KZfaq is wonderful. Such great content!

Very good explanation of catenary equation. Thanks.

Interesting

5:46 if you take derivative with respect to x then T1 will no longer remain perfectly in x direction as we initially assumed? Imagine closing in on the midpoint of segment.T1 will surely have a component in negative y direction

Thank you sir, great lesson...

Well explained

9:40 Once upon a time I tried this problem I didn't know about hyperbolic functions and hence proceeded without Sinh. Using 'normal' trig and multiple substitutions the answer popped out in about 2 sides of A4 and a zillion square roots. This was 50 odd years ago as a teenager. I only mention it because these days folk even define a catenary in terms of hyperbolic functions which although succinct is not necessary. It took me 2 days at the time and I was embarrassed when asked why I hadn't used hyperbolic functions ... I simply has never heard of them.

nice explained 😊😊😊😊😊😊

Thank you so much

nice

Sir, Please solve this problem with variational calculus...

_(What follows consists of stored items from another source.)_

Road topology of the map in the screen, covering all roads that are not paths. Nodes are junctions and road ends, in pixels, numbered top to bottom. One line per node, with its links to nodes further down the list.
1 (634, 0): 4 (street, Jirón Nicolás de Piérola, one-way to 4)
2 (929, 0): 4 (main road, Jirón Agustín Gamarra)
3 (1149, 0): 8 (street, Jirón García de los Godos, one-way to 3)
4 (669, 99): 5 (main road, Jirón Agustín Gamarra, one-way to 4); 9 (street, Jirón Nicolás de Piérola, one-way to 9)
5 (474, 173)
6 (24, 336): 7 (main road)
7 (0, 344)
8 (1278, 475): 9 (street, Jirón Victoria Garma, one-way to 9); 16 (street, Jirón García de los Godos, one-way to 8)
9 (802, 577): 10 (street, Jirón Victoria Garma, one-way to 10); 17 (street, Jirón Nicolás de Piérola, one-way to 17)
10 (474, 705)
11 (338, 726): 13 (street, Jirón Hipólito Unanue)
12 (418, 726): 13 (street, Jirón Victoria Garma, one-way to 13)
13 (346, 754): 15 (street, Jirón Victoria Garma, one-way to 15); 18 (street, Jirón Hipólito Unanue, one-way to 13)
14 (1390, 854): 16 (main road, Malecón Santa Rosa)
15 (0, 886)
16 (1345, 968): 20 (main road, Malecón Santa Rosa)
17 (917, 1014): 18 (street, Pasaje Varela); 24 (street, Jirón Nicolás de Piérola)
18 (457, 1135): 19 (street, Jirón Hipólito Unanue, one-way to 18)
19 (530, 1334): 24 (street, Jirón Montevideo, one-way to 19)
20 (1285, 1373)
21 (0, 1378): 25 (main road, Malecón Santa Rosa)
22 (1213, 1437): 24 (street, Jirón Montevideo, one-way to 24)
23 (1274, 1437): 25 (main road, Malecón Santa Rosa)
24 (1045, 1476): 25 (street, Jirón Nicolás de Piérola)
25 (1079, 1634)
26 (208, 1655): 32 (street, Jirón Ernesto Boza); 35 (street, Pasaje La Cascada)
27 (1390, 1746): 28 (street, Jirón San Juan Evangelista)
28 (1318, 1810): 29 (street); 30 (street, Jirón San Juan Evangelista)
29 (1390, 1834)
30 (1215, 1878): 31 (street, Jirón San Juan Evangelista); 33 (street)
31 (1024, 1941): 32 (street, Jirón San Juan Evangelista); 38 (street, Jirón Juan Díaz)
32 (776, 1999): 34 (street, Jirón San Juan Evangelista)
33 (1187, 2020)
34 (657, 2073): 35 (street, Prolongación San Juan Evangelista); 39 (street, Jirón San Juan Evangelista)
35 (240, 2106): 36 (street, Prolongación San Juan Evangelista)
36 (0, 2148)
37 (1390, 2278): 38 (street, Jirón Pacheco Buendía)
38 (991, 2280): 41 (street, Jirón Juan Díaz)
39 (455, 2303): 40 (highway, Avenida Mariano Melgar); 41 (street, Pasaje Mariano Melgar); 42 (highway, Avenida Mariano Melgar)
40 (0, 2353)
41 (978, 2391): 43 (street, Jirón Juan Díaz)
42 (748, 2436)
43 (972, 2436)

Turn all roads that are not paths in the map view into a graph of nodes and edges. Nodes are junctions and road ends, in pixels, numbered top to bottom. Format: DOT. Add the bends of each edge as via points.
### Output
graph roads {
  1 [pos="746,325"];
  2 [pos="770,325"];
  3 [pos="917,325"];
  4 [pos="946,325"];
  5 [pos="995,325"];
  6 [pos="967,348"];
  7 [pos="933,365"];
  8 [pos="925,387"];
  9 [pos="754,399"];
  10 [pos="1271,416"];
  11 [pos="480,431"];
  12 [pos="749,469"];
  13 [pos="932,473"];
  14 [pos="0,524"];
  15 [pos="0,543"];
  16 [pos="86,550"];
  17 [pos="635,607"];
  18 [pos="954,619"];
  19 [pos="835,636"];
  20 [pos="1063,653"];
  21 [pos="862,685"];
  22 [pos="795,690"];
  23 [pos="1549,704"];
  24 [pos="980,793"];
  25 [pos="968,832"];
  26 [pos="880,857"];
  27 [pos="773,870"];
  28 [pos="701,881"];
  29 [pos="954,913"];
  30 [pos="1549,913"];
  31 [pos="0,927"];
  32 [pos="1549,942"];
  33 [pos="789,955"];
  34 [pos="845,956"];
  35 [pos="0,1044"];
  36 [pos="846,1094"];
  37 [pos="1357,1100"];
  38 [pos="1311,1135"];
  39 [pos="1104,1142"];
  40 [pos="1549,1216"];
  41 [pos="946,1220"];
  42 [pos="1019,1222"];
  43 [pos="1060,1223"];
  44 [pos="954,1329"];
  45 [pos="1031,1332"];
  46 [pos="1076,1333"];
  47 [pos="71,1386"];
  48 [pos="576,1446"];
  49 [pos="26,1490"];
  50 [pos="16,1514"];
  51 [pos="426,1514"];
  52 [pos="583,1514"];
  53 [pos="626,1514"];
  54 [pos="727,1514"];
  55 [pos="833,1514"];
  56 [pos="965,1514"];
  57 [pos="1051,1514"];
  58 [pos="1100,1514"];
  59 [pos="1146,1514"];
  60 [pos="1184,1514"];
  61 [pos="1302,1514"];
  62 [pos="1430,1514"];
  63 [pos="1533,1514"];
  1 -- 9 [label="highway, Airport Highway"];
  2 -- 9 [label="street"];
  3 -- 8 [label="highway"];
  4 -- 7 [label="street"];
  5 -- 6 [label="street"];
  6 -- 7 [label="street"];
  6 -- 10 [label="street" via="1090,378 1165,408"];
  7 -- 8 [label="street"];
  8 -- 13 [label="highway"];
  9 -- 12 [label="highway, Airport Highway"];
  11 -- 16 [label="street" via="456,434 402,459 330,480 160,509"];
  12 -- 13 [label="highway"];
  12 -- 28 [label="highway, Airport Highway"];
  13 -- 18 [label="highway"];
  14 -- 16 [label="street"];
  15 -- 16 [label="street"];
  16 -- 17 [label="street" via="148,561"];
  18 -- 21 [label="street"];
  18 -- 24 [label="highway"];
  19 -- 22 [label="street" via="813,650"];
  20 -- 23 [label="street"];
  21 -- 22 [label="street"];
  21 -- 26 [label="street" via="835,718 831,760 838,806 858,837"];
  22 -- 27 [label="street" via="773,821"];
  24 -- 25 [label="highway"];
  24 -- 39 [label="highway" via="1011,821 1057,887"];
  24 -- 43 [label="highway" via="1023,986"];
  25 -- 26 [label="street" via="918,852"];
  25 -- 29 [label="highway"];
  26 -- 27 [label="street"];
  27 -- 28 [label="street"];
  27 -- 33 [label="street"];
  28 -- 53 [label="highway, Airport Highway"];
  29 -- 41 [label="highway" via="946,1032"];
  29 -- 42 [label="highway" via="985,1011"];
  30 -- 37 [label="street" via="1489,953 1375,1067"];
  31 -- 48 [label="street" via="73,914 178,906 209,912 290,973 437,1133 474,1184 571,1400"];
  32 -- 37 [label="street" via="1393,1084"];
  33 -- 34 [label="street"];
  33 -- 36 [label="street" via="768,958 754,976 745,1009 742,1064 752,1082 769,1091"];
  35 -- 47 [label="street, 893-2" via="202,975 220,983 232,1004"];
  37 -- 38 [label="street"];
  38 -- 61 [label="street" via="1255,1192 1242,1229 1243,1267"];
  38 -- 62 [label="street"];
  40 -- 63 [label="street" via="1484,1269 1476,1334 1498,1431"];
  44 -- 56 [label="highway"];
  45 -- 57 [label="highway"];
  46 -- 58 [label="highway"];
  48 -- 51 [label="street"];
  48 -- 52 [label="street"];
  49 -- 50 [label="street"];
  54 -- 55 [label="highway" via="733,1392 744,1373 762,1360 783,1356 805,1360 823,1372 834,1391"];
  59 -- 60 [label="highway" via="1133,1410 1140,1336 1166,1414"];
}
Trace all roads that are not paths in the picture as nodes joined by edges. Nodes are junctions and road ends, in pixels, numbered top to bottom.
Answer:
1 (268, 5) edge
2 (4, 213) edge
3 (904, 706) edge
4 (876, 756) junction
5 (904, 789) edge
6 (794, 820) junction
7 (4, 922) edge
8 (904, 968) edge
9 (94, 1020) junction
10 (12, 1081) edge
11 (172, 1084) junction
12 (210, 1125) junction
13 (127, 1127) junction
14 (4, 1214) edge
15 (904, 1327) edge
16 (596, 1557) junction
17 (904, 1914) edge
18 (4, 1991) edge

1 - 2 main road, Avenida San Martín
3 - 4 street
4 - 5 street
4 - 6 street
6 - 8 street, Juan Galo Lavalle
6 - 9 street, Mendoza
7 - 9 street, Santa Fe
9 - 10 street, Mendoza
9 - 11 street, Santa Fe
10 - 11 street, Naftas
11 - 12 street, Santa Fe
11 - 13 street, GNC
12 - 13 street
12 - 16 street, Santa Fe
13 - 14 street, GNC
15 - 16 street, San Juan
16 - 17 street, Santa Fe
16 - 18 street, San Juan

bro said trust me that's okay 😂 10:29

1:46 'i picked this point cus everyone else did it' caught me off guard 😂

So I’m a bit confused at this step 5:34. You’re considering an infinitesimally small element near the bottom of the curve, so that one of the tension forces is horizontal, and then equating forces. But this expression you get is only true for this element right? Because for the next element both the tension forces will be at some angle. Why are you differentiating both sides as if the expression is true for all elements?